Most bras are made from the same thing as a plastic bottle
The fabrics most commonly used in lingerie - nylon, polyester, elastane, microfibre, power mesh - are all derived from petroleum. The same raw material that produces plastic packaging and single-use bottles is processed and spun into the cups, linings, lace, and mesh of the bras sitting in your drawer right now.
This isn't a fringe fact or alarmist claim. It's basic materials science, and the reason it's so little discussed is that the lingerie industry, like most of fast fashion, is built entirely on petrochemical infrastructure.
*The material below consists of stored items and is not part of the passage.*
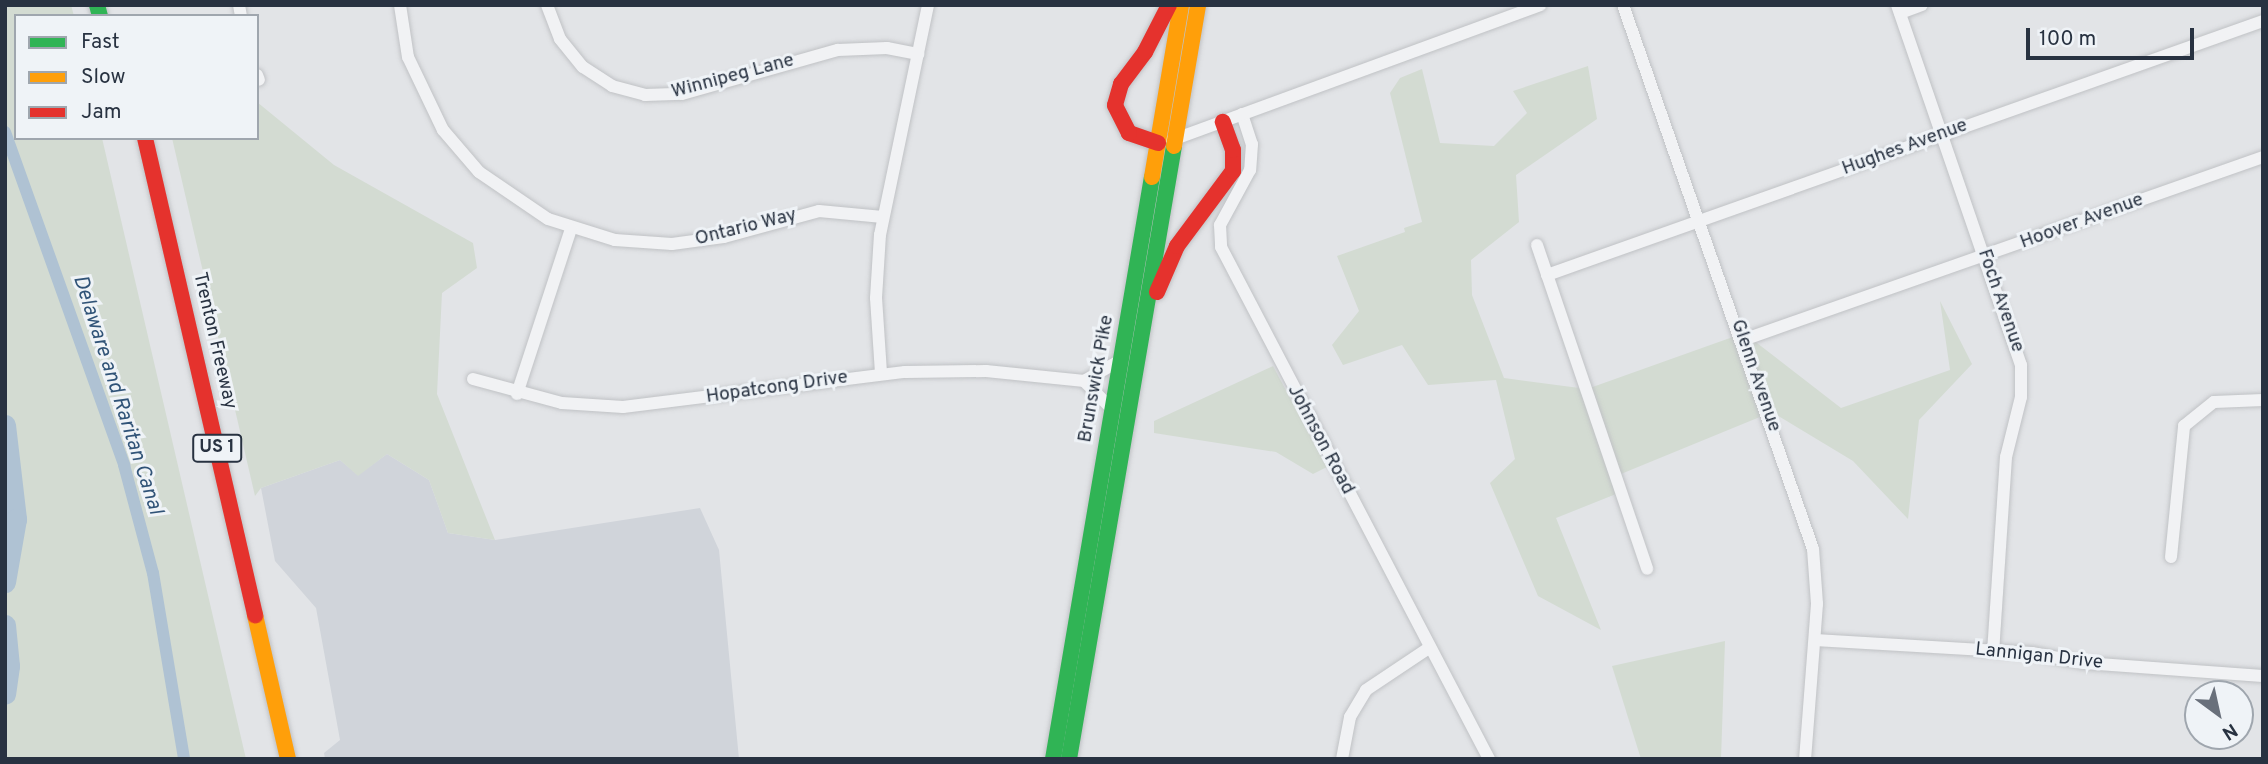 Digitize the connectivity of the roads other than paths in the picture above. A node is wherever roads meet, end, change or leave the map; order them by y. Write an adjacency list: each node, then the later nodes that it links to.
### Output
1 (400, 5): 23 (street, Ontario Way)
2 (547, 5): 12 (street, Winnipeg Lane)
3 (928, 5): 12 (street)
4 (1169, 5): 19 (main road)
5 (1181, 5): 19 (main road, Brunswick Pike)
6 (1198, 5): 18 (main road, Brunswick Pike)
7 (1540, 5): 13 (street)
8 (1623, 5): 22 (street, Glenn Avenue)
9 (1922, 5): 10 (street)
10 (1898, 9): 15 (street, Foch Avenue)
11 (2263, 21): 15 (street, Hughes Avenue)
12 (918, 54): 21 (street)
13 (1242, 114): 14 (street); 39 (street, Johnson Road)
14 (1223, 122): 18 (street); 28 (main road)
15 (1942, 134): 22 (street, Hughes Avenue); 25 (street, Foch Avenue)
16 (130, 140): 42 (main road, Trenton Freeway / US 1)
17 (145, 140): 43 (main road, Trenton Freeway / US 1)
18 (1175, 140): 19 (street); 28 (main road, Brunswick Pike)
19 (1158, 143): 29 (main road, Brunswick Pike)
20 (2263, 157): 25 (street, Hoover Avenue)
21 (883, 218): 23 (street, Ontario Way); 30 (street)
22 (1700, 221): 26 (street, Hughes Avenue); 27 (street, Glenn Avenue)
23 (572, 229): 33 (street)
24 (1537, 245): 26 (street)
25 (1985, 256): 27 (street, Hoover Avenue); 40 (street, Foch Avenue)
26 (1547, 275): 37 (street)
27 (1743, 340): 38 (street, Glenn Avenue)
28 (1140, 343): 45 (main road, Brunswick Pike)
29 (1121, 360): 32 (street); 35 (main road, Brunswick Pike)
30 (881, 373): 32 (street, Hopatcong Drive); 33 (street, Hopatcong Drive)
31 (472, 379): 33 (street, Hopatcong Drive)
32 (1084, 381): 35 (street)
33 (517, 394)
34 (2263, 400): 36 (street)
35 (1113, 410): 44 (main road, Brunswick Pike)
36 (2171, 557)
37 (1647, 569)
38 (1815, 640): 40 (street, Lannigan Drive); 48 (street, Glenn Avenue)
39 (1429, 648): 46 (street); 47 (street, Johnson Road)
40 (1993, 651): 41 (street, Lannigan Drive)
41 (2263, 676)
42 (272, 759)
43 (288, 759)
44 (1052, 759)
45 (1069, 759)
46 (1342, 759)
47 (1489, 759)
48 (1805, 759)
Synthetic fabrics are cheap to produce, easy to mould into shapes, and highly resistant to wear. They do the job. The question is whether "doing the job" is the only question worth asking.

Why breast tissue in particular deserves your attention
The breast tissue isn't inert. It's part of the body's lymphatic system, it absorbs, processes, and responds to its environment. A synthetic fabric that doesn't breathe against it all day can create a different kind of environment, less airflow, less movement, more containment. It's not the same as wire pressure, but it's still worth paying attention to.
Miria Aman, an Auckland-based lymphatic massage specialist who works specifically with breast tissue, talks about what underwire does to the tissue over time, the "pizza crust" effect of chronic wire pressure on the lymphatic tissue around the breast. That's a separate conversation from materials which you can read more about here, but it points to the same underlying question: What is a bra doing to the tissue it's in contact with, all day, every day?
The label tells you what it is. Not what it took to make it.
In skincare, food, and cleaning products, manufacturers are required to list every ingredient, every ingredient or chemical that went into making the product. In fashion and apparel, the law only requires disclosure of the final fabric composition. '80% polyester' on a label tells you what the fabric is. It tells you nothing about the chemicals used to turn crude oil into that polyester, or the dyes, fixatives, and processing agents applied along the way.
Think about how you read a food label. If the ingredients list contains things you can't pronounce or don't recognise, you might choose to put it back. Not because we've done a chemistry degree, but because the list itself is a signal, and instinct kicks in from there. Clothing doesn't require that list. The equivalent for your bra - every processing chemical, dye, fixative, and solvent used to turn raw materials into that fabric - doesn't have to be disclosed. The instinct that would normally guide you never gets the information it needs to work.
Where the label sits isn't the whole picture
Most bra labels will tell you the fabric breakdown: 80% polyamide, 20% elastane, and so on. What they won't tell you is where that fabric lives in the garment. And position is everything. A synthetic back liner behaves differently from a synthetic cup lining that sits against skin all day. The question to ask is not just 'what is this made of?' but 'what part of this bra touches my breast tissue directly?'

No bra is fully plastic-free
Elastic is synthetic, there's no credible natural alternative that performs across many washes and powermesh gives support to areas of stress.
At Videris, every fabric we use is certified to OEKO-TEX® STANDARD 100, a globally recognised standard that tests against over 1,000 harmful substances, with stricter requirements for direct-skin-contact items like underwear than for outerwear. The cups and interior lining - the fabric that touches breast tissue directly - are TENCEL™, a fibre made from sustainably sourced wood pulp in a closed-loop process that recovers and reuses water and solvents. The underbust and back wing have a powermesh lining for support and longevity. Our knickers, aside from the elastics, are made entirely from natural, breathable TENCEL™.
That's not perfection. It's an intentional set of choices, made to reduce the amount of plastic our body comes into contact with.
The swap from plastic bottle to stainless didn't happen because we had perfect information. It happened because we started asking a different question: what's close to my body, and does it need to be this? The bra is worth that same question.